EXERCISE OBJECTIVE: Exactly as they appear, output all of the entries.

Records from a data source
——————

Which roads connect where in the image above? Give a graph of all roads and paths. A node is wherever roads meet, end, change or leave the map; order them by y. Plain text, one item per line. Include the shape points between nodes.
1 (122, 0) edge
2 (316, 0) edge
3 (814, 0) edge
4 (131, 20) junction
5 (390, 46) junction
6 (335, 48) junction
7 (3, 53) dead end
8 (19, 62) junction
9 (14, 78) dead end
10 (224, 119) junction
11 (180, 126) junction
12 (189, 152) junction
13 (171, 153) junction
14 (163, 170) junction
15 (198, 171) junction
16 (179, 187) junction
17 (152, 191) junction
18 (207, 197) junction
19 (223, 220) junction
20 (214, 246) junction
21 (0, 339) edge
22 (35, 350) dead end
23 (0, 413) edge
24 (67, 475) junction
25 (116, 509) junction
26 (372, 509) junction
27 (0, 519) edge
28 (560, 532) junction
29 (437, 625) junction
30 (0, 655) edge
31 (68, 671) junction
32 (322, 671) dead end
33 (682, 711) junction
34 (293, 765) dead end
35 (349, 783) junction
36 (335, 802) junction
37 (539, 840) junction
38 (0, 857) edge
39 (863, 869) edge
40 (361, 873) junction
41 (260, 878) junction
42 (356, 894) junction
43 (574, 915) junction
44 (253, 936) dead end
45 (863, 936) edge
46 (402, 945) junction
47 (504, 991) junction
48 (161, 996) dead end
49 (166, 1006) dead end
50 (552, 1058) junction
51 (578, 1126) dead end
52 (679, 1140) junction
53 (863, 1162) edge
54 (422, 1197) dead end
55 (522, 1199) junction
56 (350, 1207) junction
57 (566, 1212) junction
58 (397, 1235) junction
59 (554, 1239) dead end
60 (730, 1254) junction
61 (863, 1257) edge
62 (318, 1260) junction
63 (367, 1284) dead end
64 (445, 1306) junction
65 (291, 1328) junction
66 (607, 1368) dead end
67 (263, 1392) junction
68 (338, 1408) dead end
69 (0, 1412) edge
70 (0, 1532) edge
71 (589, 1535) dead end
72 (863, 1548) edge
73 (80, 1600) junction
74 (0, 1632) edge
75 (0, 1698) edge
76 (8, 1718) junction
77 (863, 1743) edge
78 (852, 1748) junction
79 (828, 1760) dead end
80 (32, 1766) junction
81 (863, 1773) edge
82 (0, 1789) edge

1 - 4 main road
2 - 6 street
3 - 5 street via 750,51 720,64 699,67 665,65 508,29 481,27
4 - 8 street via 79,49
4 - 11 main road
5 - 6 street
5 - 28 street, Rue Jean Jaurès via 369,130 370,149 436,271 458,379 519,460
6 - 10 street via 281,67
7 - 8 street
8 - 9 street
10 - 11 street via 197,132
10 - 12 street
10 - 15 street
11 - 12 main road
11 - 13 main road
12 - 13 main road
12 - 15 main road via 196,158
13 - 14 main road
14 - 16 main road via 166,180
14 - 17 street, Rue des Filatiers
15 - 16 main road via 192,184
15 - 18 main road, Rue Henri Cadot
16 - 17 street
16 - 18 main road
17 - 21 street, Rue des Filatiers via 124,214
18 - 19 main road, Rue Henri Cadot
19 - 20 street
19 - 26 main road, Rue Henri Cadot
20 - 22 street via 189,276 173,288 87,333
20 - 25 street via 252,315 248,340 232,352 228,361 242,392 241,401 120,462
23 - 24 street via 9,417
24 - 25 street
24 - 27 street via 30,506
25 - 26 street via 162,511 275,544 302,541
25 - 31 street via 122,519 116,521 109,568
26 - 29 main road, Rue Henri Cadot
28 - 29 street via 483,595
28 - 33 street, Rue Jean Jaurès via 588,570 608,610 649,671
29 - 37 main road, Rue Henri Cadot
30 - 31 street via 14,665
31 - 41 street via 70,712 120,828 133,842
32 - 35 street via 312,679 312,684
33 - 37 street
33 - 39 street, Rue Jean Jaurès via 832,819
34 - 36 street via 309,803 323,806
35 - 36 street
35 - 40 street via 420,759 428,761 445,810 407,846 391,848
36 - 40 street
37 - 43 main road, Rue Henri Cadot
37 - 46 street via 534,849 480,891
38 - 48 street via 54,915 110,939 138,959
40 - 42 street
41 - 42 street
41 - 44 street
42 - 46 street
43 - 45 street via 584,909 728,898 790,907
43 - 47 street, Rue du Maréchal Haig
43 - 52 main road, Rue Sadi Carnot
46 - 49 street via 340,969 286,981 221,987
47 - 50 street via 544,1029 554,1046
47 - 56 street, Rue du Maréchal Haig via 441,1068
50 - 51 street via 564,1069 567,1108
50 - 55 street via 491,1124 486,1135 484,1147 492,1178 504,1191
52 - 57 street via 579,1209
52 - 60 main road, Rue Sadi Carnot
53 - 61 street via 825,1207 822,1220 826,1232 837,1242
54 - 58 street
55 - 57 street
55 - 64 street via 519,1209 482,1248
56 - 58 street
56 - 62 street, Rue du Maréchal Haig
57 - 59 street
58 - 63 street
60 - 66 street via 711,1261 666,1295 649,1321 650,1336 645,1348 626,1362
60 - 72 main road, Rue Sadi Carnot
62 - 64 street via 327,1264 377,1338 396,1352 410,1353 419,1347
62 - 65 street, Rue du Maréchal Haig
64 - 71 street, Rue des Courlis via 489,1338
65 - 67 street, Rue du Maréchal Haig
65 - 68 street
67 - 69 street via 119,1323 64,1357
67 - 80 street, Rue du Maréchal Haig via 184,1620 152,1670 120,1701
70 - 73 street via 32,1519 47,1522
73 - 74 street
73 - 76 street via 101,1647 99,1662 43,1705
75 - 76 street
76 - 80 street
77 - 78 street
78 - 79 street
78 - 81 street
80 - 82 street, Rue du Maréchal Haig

——————

WRITTEN SOLUTION:
Which roads connect where in the image above? Give a graph of all roads and paths. A node is wherever roads meet, end, change or leave the map; order them by y. Plain text, one item per line. Include the shape points between nodes.
1 (122, 0) edge
2 (316, 0) edge
3 (814, 0) edge
4 (131, 20) junction
5 (390, 46) junction
6 (335, 48) junction
7 (3, 53) dead end
8 (19, 62) junction
9 (14, 78) dead end
10 (224, 119) junction
11 (180, 126) junction
12 (189, 152) junction
13 (171, 153) junction
14 (163, 170) junction
15 (198, 171) junction
16 (179, 187) junction
17 (152, 191) junction
18 (207, 197) junction
19 (223, 220) junction
20 (214, 246) junction
21 (0, 339) edge
22 (35, 350) dead end
23 (0, 413) edge
24 (67, 475) junction
25 (116, 509) junction
26 (372, 509) junction
27 (0, 519) edge
28 (560, 532) junction
29 (437, 625) junction
30 (0, 655) edge
31 (68, 671) junction
32 (322, 671) dead end
33 (682, 711) junction
34 (293, 765) dead end
35 (349, 783) junction
36 (335, 802) junction
37 (539, 840) junction
38 (0, 857) edge
39 (863, 869) edge
40 (361, 873) junction
41 (260, 878) junction
42 (356, 894) junction
43 (574, 915) junction
44 (253, 936) dead end
45 (863, 936) edge
46 (402, 945) junction
47 (504, 991) junction
48 (161, 996) dead end
49 (166, 1006) dead end
50 (552, 1058) junction
51 (578, 1126) dead end
52 (679, 1140) junction
53 (863, 1162) edge
54 (422, 1197) dead end
55 (522, 1199) junction
56 (350, 1207) junction
57 (566, 1212) junction
58 (397, 1235) junction
59 (554, 1239) dead end
60 (730, 1254) junction
61 (863, 1257) edge
62 (318, 1260) junction
63 (367, 1284) dead end
64 (445, 1306) junction
65 (291, 1328) junction
66 (607, 1368) dead end
67 (263, 1392) junction
68 (338, 1408) dead end
69 (0, 1412) edge
70 (0, 1532) edge
71 (589, 1535) dead end
72 (863, 1548) edge
73 (80, 1600) junction
74 (0, 1632) edge
75 (0, 1698) edge
76 (8, 1718) junction
77 (863, 1743) edge
78 (852, 1748) junction
79 (828, 1760) dead end
80 (32, 1766) junction
81 (863, 1773) edge
82 (0, 1789) edge

1 - 4 main road
2 - 6 street
3 - 5 street via 750,51 720,64 699,67 665,65 508,29 481,27
4 - 8 street via 79,49
4 - 11 main road
5 - 6 street
5 - 28 street, Rue Jean Jaurès via 369,130 370,149 436,271 458,379 519,460
6 - 10 street via 281,67
7 - 8 street
8 - 9 street
10 - 11 street via 197,132
10 - 12 street
10 - 15 street
11 - 12 main road
11 - 13 main road
12 - 13 main road
12 - 15 main road via 196,158
13 - 14 main road
14 - 16 main road via 166,180
14 - 17 street, Rue des Filatiers
15 - 16 main road via 192,184
15 - 18 main road, Rue Henri Cadot
16 - 17 street
16 - 18 main road
17 - 21 street, Rue des Filatiers via 124,214
18 - 19 main road, Rue Henri Cadot
19 - 20 street
19 - 26 main road, Rue Henri Cadot
20 - 22 street via 189,276 173,288 87,333
20 - 25 street via 252,315 248,340 232,352 228,361 242,392 241,401 120,462
23 - 24 street via 9,417
24 - 25 street
24 - 27 street via 30,506
25 - 26 street via 162,511 275,544 302,541
25 - 31 street via 122,519 116,521 109,568
26 - 29 main road, Rue Henri Cadot
28 - 29 street via 483,595
28 - 33 street, Rue Jean Jaurès via 588,570 608,610 649,671
29 - 37 main road, Rue Henri Cadot
30 - 31 street via 14,665
31 - 41 street via 70,712 120,828 133,842
32 - 35 street via 312,679 312,684
33 - 37 street
33 - 39 street, Rue Jean Jaurès via 832,819
34 - 36 street via 309,803 323,806
35 - 36 street
35 - 40 street via 420,759 428,761 445,810 407,846 391,848
36 - 40 street
37 - 43 main road, Rue Henri Cadot
37 - 46 street via 534,849 480,891
38 - 48 street via 54,915 110,939 138,959
40 - 42 street
41 - 42 street
41 - 44 street
42 - 46 street
43 - 45 street via 584,909 728,898 790,907
43 - 47 street, Rue du Maréchal Haig
43 - 52 main road, Rue Sadi Carnot
46 - 49 street via 340,969 286,981 221,987
47 - 50 street via 544,1029 554,1046
47 - 56 street, Rue du Maréchal Haig via 441,1068
50 - 51 street via 564,1069 567,1108
50 - 55 street via 491,1124 486,1135 484,1147 492,1178 504,1191
52 - 57 street via 579,1209
52 - 60 main road, Rue Sadi Carnot
53 - 61 street via 825,1207 822,1220 826,1232 837,1242
54 - 58 street
55 - 57 street
55 - 64 street via 519,1209 482,1248
56 - 58 street
56 - 62 street, Rue du Maréchal Haig
57 - 59 street
58 - 63 street
60 - 66 street via 711,1261 666,1295 649,1321 650,1336 645,1348 626,1362
60 - 72 main road, Rue Sadi Carnot
62 - 64 street via 327,1264 377,1338 396,1352 410,1353 419,1347
62 - 65 street, Rue du Maréchal Haig
64 - 71 street, Rue des Courlis via 489,1338
65 - 67 street, Rue du Maréchal Haig
65 - 68 street
67 - 69 street via 119,1323 64,1357
67 - 80 street, Rue du Maréchal Haig via 184,1620 152,1670 120,1701
70 - 73 street via 32,1519 47,1522
73 - 74 street
73 - 76 street via 101,1647 99,1662 43,1705
75 - 76 street
76 - 80 street
77 - 78 street
78 - 79 street
78 - 81 street
80 - 82 street, Rue du Maréchal Haig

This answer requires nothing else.